Stored data
Segment Open

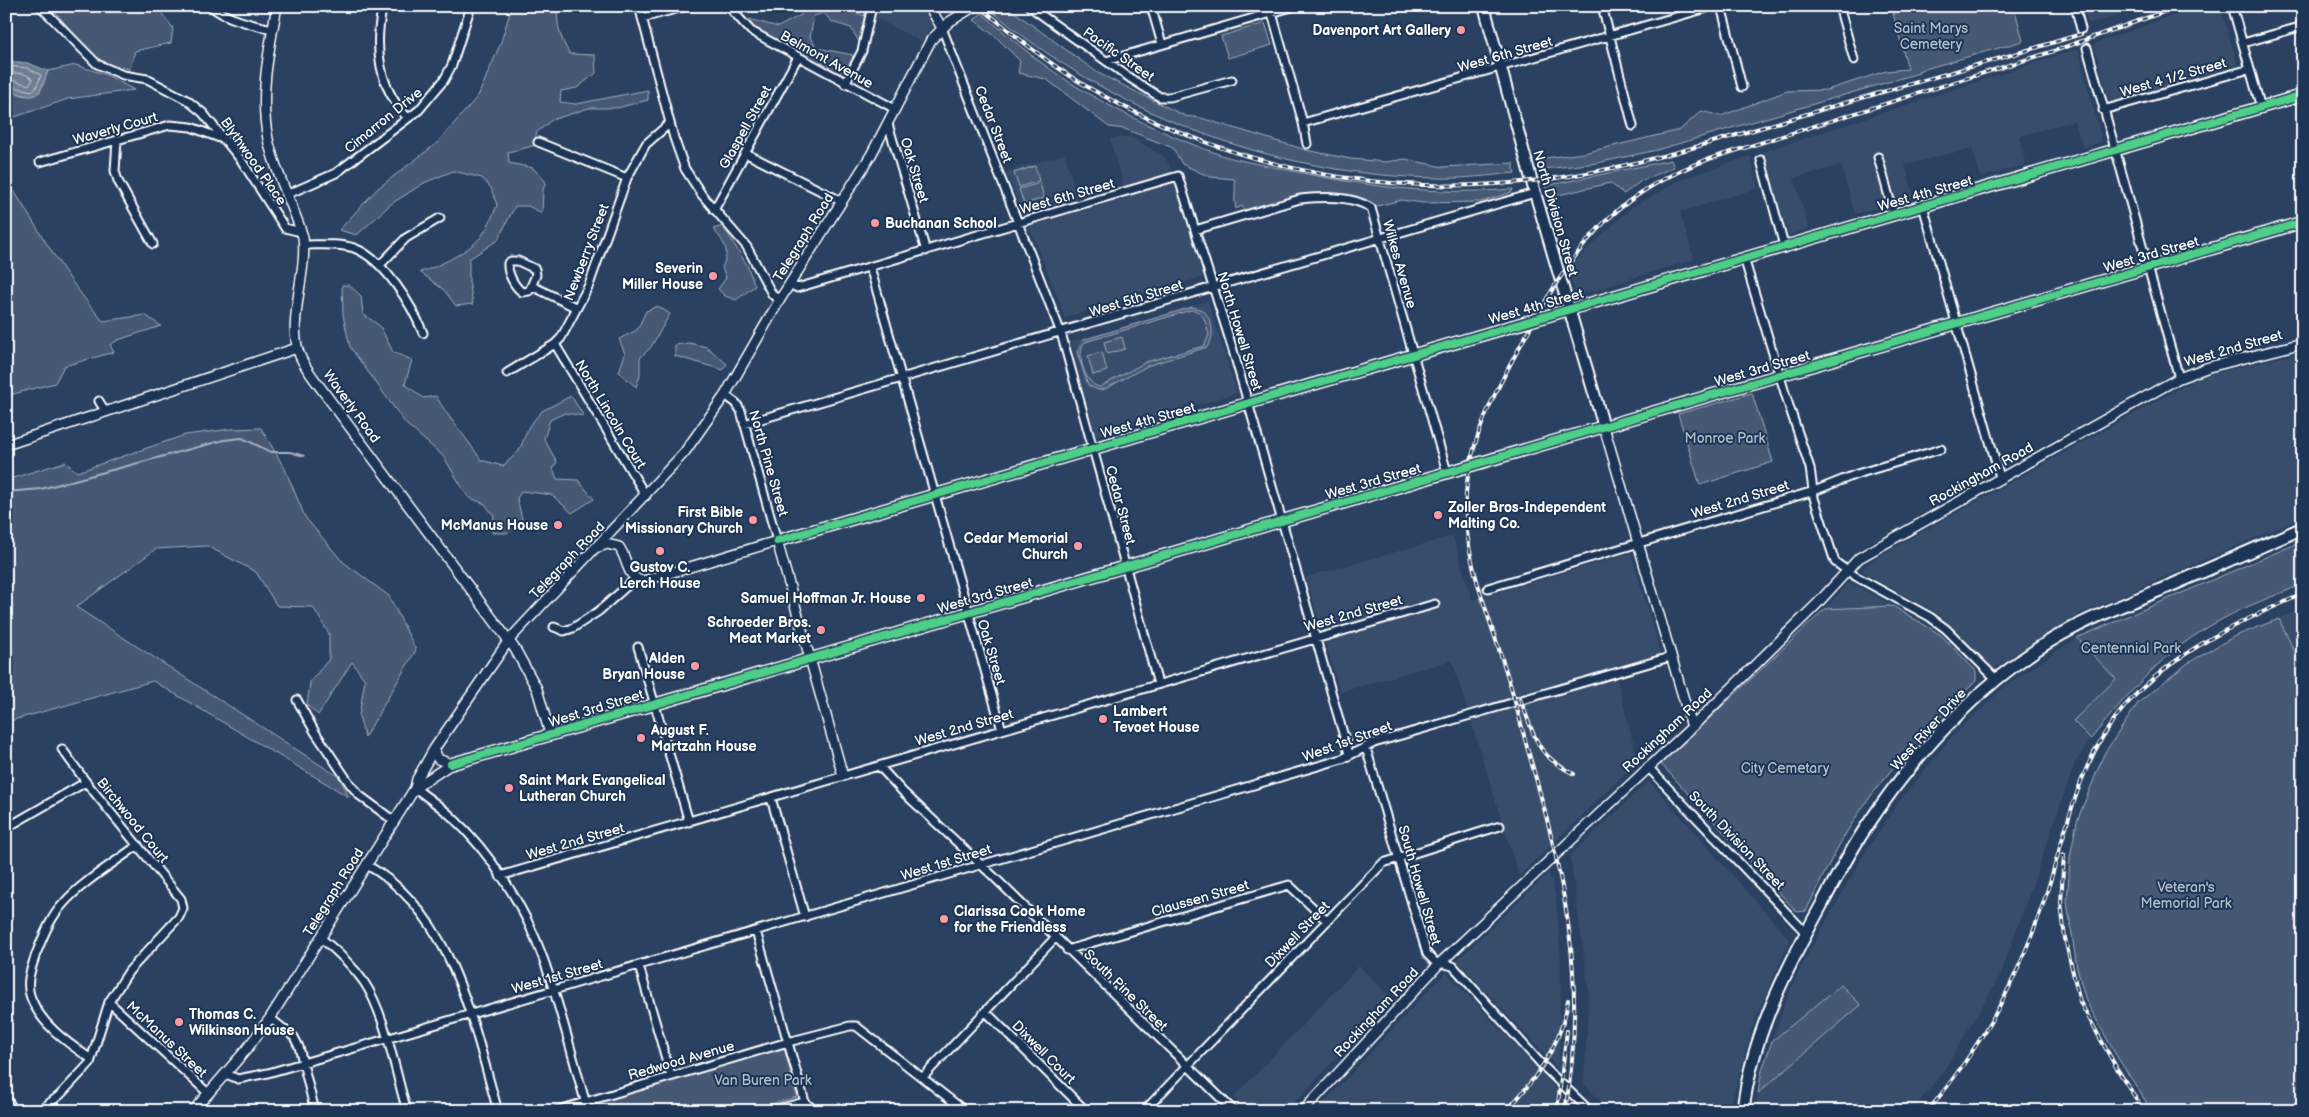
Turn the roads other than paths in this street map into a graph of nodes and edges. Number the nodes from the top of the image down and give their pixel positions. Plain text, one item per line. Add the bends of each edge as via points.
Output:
1 (40, 6) edge
2 (211, 6) edge
3 (277, 6) edge
4 (383, 6) edge
5 (470, 6) edge
6 (639, 6) edge
7 (687, 6) edge
8 (728, 6) edge
9 (872, 6) edge
10 (929, 6) edge
11 (975, 6) edge
12 (1029, 6) edge
13 (1151, 6) edge
14 (1295, 6) edge
15 (1484, 6) edge
16 (1602, 6) edge
17 (1714, 6) edge
18 (1720, 6) edge
19 (1839, 6) edge
20 (2075, 6) edge
21 (2232, 6) edge
22 (1270, 10) edge
23 (642, 18) junction
24 (2303, 26) edge
25 (942, 28) junction
26 (273, 29) junction
27 (2081, 29) tunnel mouth
28 (1610, 36) junction
29 (2243, 43) junction
30 (1162, 44) junction
31 (2087, 48) tunnel mouth
32 (798, 57) junction
33 (1854, 60) dead end
34 (1106, 61) junction
35 (1501, 68) junction
36 (2250, 69) junction
37 (1232, 80) dead end
38 (845, 84) junction
39 (1742, 87) dead end
40 (2303, 96) edge
41 (2261, 108) junction
42 (896, 109) junction
43 (2103, 110) junction
44 (408, 118) junction
45 (670, 123) junction
46 (1303, 123) junction
47 (888, 124) junction
48 (1633, 126) dead end
49 (117, 140) junction
50 (226, 140) junction
51 (538, 142) dead end
52 (1307, 144) dead end
53 (2115, 150) junction
54 (745, 153) junction
55 (1878, 157) dead end
56 (1761, 160) dead end
57 (40, 162) dead end
58 (1178, 176) joint
59 (627, 178) junction
60 (288, 194) junction
61 (1536, 194) junction
62 (841, 202) junction
63 (1923, 206) junction
64 (714, 210) junction
65 (1894, 215) junction
66 (440, 218) dead end
67 (2303, 222) edge
68 (1018, 223) junction
69 (1196, 230) junction
70 (301, 232) junction
71 (1380, 239) junction
72 (153, 244) dead end
73 (304, 245) junction
74 (1784, 246) junction
75 (926, 251) junction
76 (1744, 258) junction
77 (380, 265) junction
78 (870, 266) junction
79 (2148, 268) junction
80 (790, 284) junction
81 (532, 286) junction
82 (1214, 288) junction
83 (779, 301) junction
84 (578, 308) junction
85 (1570, 310) junction
86 (1956, 324) junction
87 (423, 333) dead end
88 (1062, 333) junction
89 (2303, 343) edge
90 (555, 344) junction
91 (297, 348) junction
92 (1412, 356) junction
93 (507, 373) dead end
94 (1780, 376) junction
95 (2179, 378) junction
96 (902, 379) junction
97 (725, 395) junction
98 (99, 401) dead end
99 (1249, 404) junction
100 (105, 411) junction
101 (744, 424) junction
102 (1604, 427) junction
103 (2094, 427) joint
104 (6, 445) edge
105 (1092, 449) junction
106 (1941, 449) dead end
107 (1447, 472) junction
108 (2000, 477) junction
109 (1814, 491) junction
110 (934, 495) junction
111 (646, 496) junction
112 (1283, 520) junction
113 (617, 526) junction
114 (2303, 528) edge
115 (777, 541) junction
116 (1638, 544) junction
117 (619, 547) junction
118 (597, 549) junction
119 (1124, 567) junction
120 (1846, 570) junction
121 (635, 579) junction
122 (1488, 588) dead end
123 (1435, 604) dead end
124 (967, 613) junction
125 (554, 628) dead end
126 (1315, 637) junction
127 (509, 640) junction
128 (638, 647) dead end
129 (1670, 657) junction
130 (810, 658) junction
131 (1997, 680) junction
132 (1158, 684) junction
133 (297, 700) dead end
134 (653, 704) junction
135 (1692, 727) junction
136 (1002, 730) junction
137 (550, 734) junction
138 (1366, 748) junction
139 (62, 749) dead end
140 (434, 749) junction
141 (1349, 754) junction
142 (451, 764) junction
143 (879, 766) junction
144 (1648, 767) junction
145 (843, 776) junction
146 (86, 782) junction
147 (415, 788) junction
148 (771, 798) junction
149 (394, 821) junction
150 (689, 822) junction
151 (1500, 826) dead end
152 (6, 830) edge
153 (138, 845) junction
154 (1398, 856) junction
155 (367, 865) junction
156 (980, 865) junction
157 (500, 876) junction
158 (805, 917) junction
159 (1327, 921) junction
160 (756, 931) junction
161 (1806, 933) junction
162 (321, 938) junction
163 (1055, 938) junction
164 (1067, 950) junction
165 (1439, 964) junction
166 (639, 966) junction
167 (553, 991) junction
168 (109, 1002) junction
169 (985, 1011) junction
170 (470, 1015) junction
171 (270, 1018) junction
172 (386, 1039) junction
173 (788, 1042) junction
174 (91, 1059) junction
175 (302, 1063) junction
176 (1187, 1066) junction
177 (226, 1074) junction
178 (671, 1076) junction
179 (923, 1077) junction
180 (208, 1094) junction
181 (6, 1097) edge
182 (585, 1101) junction
183 (805, 1102) junction
184 (14, 1111) edge
185 (39, 1111) edge
186 (193, 1111) edge
187 (315, 1111) edge
188 (407, 1111) edge
189 (498, 1111) edge
190 (554, 1111) edge
191 (588, 1111) edge
192 (770, 1111) edge
193 (815, 1111) edge
194 (965, 1111) edge
195 (1086, 1111) edge
196 (1144, 1111) edge
197 (1234, 1111) edge
198 (1303, 1111) edge
199 (1590, 1111) edge
200 (1743, 1111) edge

1 - 50 street, Blythwood Place via 97,64 122,75 147,79 187,100 203,112
2 - 26 street via 225,15
3 - 26 street
4 - 44 street via 377,45 380,64 391,96
5 - 44 street, Cimarron Drive via 461,42 444,80
6 - 23 street
7 - 23 street
8 - 32 street, Belmont Avenue via 750,31
9 - 38 street via 862,51
10 - 25 street, Cedar Street
11 - 25 street, Telegraph Road
12 - 34 street, Pacific Street
13 - 30 street
14 - 22 street
15 - 35 main road, North Division Street
16 - 28 street
17 - 28 street, West 6th Street
18 - 39 street
19 - 33 street
20 - 27 street
21 - 29 street
22 - 30 street
22 - 46 street
23 - 45 street
24 - 29 street
25 - 42 street, Telegraph Road via 913,72
25 - 68 street, Cedar Street
26 - 60 street via 264,97 268,139
28 - 35 street, West 6th Street
28 - 48 street
29 - 36 street
30 - 34 street
31 - 43 street
32 - 38 street, Belmont Avenue
32 - 54 street, Glaspell Street
34 - 37 street, Pacific Street via 1160,97
35 - 46 street, West 6th Street
35 - 61 main road, North Division Street
36 - 41 street
36 - 43 street, West 4 1/2 Street
38 - 42 street, Belmont Avenue
40 - 41 main road, West 4th Street
41 - 53 main road, West 4th Street
42 - 47 street, Telegraph Road
43 - 53 street
44 - 60 street, Cimarron Drive via 336,174
45 - 59 street, Newberry Street via 646,144
45 - 64 street via 686,169
46 - 52 street
47 - 62 street, Telegraph Road
47 - 75 street, Oak Street
49 - 50 street, Waverly Court via 170,125 198,129
49 - 57 street, Waverly Court
49 - 72 street via 115,170 118,181
50 - 70 street, Blythwood Place via 286,228
51 - 59 street
53 - 63 main road, West 4th Street
53 - 79 street
54 - 62 street
54 - 64 street, Glaspell Street
55 - 65 street
56 - 74 street
58 - 68 street, West 6th Street
58 - 69 street, North Howell Street
59 - 84 street, Newberry Street
60 - 70 street
61 - 71 street, West 5th Street
61 - 85 main road, North Division Street
62 - 80 street, Telegraph Road
63 - 65 main road, West 4th Street
63 - 86 street
64 - 83 street via 747,247
65 - 74 main road, West 4th Street
66 - 77 street via 406,238
67 - 79 main road, West 3rd Street
68 - 75 street, West 6th Street
68 - 88 street, Cedar Street
69 - 71 street, Wilkes Avenue via 1287,202 1317,197 1352,200 1371,208
69 - 82 street, North Howell Street
70 - 73 street
71 - 82 street, West 5th Street
71 - 92 street, Wilkes Avenue
73 - 77 street via 335,244 354,248
73 - 91 street via 296,317
74 - 76 main road, West 4th Street
75 - 78 street, West 6th Street
76 - 85 main road, West 4th Street
76 - 94 street
77 - 87 street via 418,320
78 - 80 street, West 6th Street via 797,288
78 - 96 street, Oak Street
79 - 86 main road, West 3rd Street
79 - 95 street
80 - 83 street, Telegraph Road
81 - 81 street via 536,272 532,266 514,261 508,263 508,272 518,289 525,292
81 - 84 street
82 - 88 street, West 5th Street
82 - 99 street, North Howell Street
83 - 97 street, Telegraph Road
84 - 90 street, Newberry Street
85 - 92 main road, West 4th Street
85 - 102 main road, North Division Street
86 - 94 main road, West 3rd Street
86 - 108 street
88 - 96 street, West 5th Street
88 - 105 street, Cedar Street
89 - 95 street, West 2nd Street via 2209,366
90 - 93 street, Newberry Street
90 - 111 street, North Lincoln Court
91 - 100 street
91 - 127 street, Waverly Road via 323,391
92 - 99 main road, West 4th Street
92 - 107 street, Wilkes Avenue
94 - 102 main road, West 3rd Street
94 - 109 street via 1810,468
95 - 103 street, West 2nd Street
96 - 101 street, West 5th Street
96 - 110 street, Oak Street
97 - 101 street, North Pine Street via 736,403
97 - 111 street, Telegraph Road via 684,453
98 - 100 street
99 - 105 main road, West 4th Street
99 - 112 street, North Howell Street
100 - 104 street
101 - 115 street, North Pine Street
102 - 107 main road, West 3rd Street
102 - 116 street, North Division Street
103 - 108 street, Rockingham Road
105 - 110 main road, West 4th Street
105 - 119 street, Cedar Street
106 - 109 street, West 2nd Street via 1857,474
107 - 112 main road, West 3rd Street
108 - 120 street, Rockingham Road via 1859,558
109 - 116 street, West 2nd Street
109 - 120 street via 1835,562
110 - 115 main road, West 4th Street
110 - 124 street, Oak Street
111 - 113 street, Telegraph Road
112 - 119 main road, West 3rd Street
112 - 126 street, North Howell Street
113 - 117 street
113 - 118 street, Telegraph Road
114 - 131 main road, West River Drive via 2074,627
115 - 121 street, West 4th Street via 643,581
115 - 130 street, North Pine Street
116 - 122 street, West 2nd Street
116 - 129 street, North Division Street
117 - 118 street via 607,544
117 - 121 street
118 - 127 street, Telegraph Road
119 - 124 main road, West 3rd Street
119 - 132 street, Cedar Street
120 - 131 street via 1930,617
120 - 135 street, Rockingham Road via 1817,604
121 - 125 street via 584,621 564,630
123 - 126 street, West 2nd Street
124 - 130 main road, West 3rd Street
124 - 136 street, Oak Street
126 - 132 street, West 2nd Street
126 - 141 street, North Howell Street
127 - 137 street, Waverly Road via 532,678
127 - 140 street, Telegraph Road
128 - 134 street
129 - 135 street
129 - 138 street, West 1st Street
130 - 134 main road, West 3rd Street
130 - 145 street, North Pine Street
131 - 161 main road, West River Drive via 1954,718 1912,765 1866,827
132 - 136 street, West 2nd Street
133 - 149 street via 350,784 359,795
134 - 137 main road, West 3rd Street
134 - 150 street
135 - 144 street, Rockingham Road
136 - 143 street, West 2nd Street
137 - 142 main road, West 3rd Street
138 - 141 street, West 1st Street
138 - 154 street, South Howell Street
139 - 146 street, Birchwood Court
140 - 142 street via 438,759
140 - 147 street, Telegraph Road
141 - 156 street, West 1st Street via 1342,759
142 - 147 street, West 3rd Street
143 - 145 street, West 2nd Street
143 - 156 street
144 - 161 street, South Division Street
144 - 165 street, Rockingham Road
145 - 148 street, West 2nd Street
146 - 152 street
146 - 153 street, Birchwood Court
147 - 149 street, Telegraph Road
147 - 157 street via 461,826
148 - 150 street, West 2nd Street
148 - 158 street
149 - 155 street, Telegraph Road
150 - 157 street, West 2nd Street
151 - 154 street, Dixwell Street
153 - 168 street, Birchwood Court via 180,899 183,908 179,917 129,971
153 - 174 street via 62,904 46,930 30,970 30,997 40,1015 52,1030
154 - 159 street, Dixwell Street via 1383,863
154 - 165 street, South Howell Street via 1427,954 1430,960
155 - 162 street, Telegraph Road
155 - 170 street via 386,876 424,916 456,972
156 - 158 street, West 1st Street
156 - 163 street, South Pine Street
157 - 167 street via 543,957
158 - 160 street, West 1st Street
159 - 164 street, Claussen Street via 1289,885
159 - 176 street, Dixwell Street
160 - 166 street, West 1st Street
160 - 173 street
161 - 200 main road, West River Drive via 1764,1023 1746,1087
162 - 171 street, Telegraph Road
162 - 172 street via 341,954 365,984
163 - 164 street, South Pine Street
163 - 169 street
164 - 176 street, South Pine Street
165 - 198 street, Rockingham Road
165 - 199 street, South Howell Street via 1453,966 1543,1066
166 - 167 street, West 1st Street
166 - 178 street
167 - 170 street, West 1st Street
167 - 182 street
168 - 174 street
168 - 180 street, McManus Street
169 - 179 street
169 - 195 street, Dixwell Court
170 - 172 street, West 1st Street
170 - 189 street
171 - 175 street via 294,1038
171 - 177 street, Telegraph Road
172 - 175 street, West 1st Street
172 - 188 street
173 - 178 street, Redwood Avenue
173 - 179 street, Redwood Avenue via 856,1026
173 - 183 street
174 - 185 street via 60,1095
175 - 177 street, West 1st Street via 238,1079
175 - 187 street
176 - 196 street, Dixwell Street
176 - 197 street, South Pine Street
177 - 180 street, Telegraph Road
178 - 182 street, Redwood Avenue
179 - 194 street, Redwood Avenue
180 - 186 street, Telegraph Road
181 - 184 street
182 - 190 street, Redwood Avenue
182 - 191 street
183 - 192 street
183 - 193 street

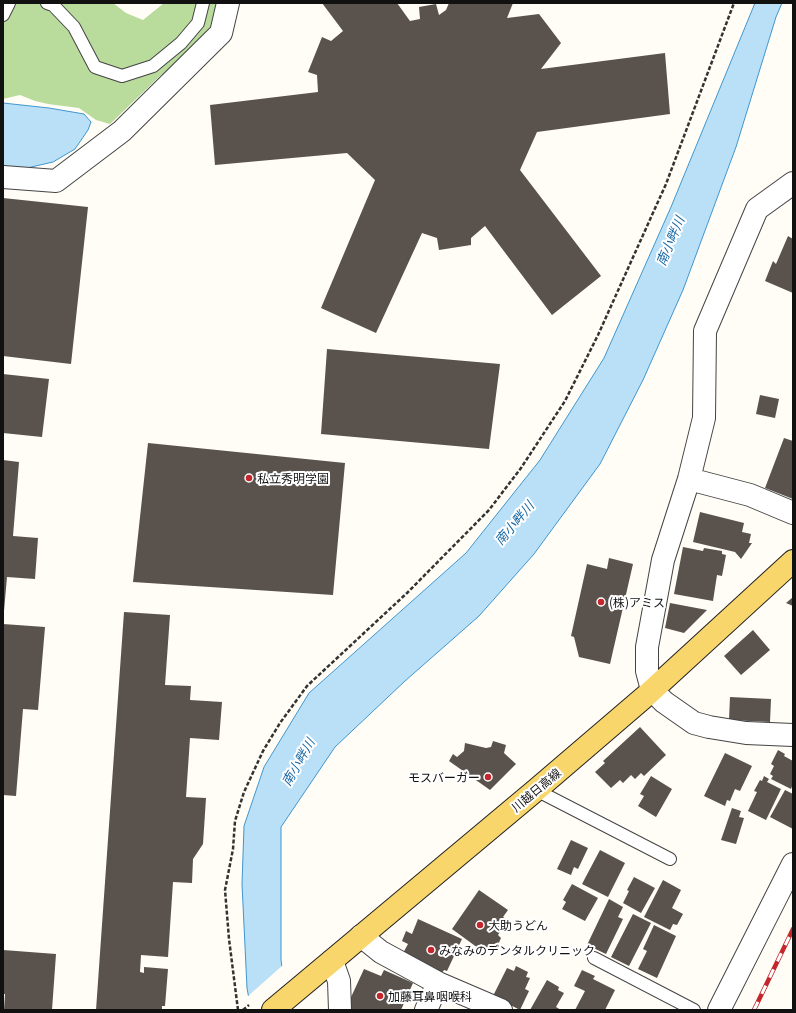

Segment Closed

TASK ITEM
Among the records, find the lines that contain "Drive" and copy each of them.

ANSWER SPACE
5 - 44 street, Cimarron Drive via 461,42 444,80
44 - 60 street, Cimarron Drive via 336,174
114 - 131 main road, West River Drive via 2074,627
131 - 161 main road, West River Drive via 1954,718 1912,765 1866,827
161 - 200 main road, West River Drive via 1764,1023 1746,1087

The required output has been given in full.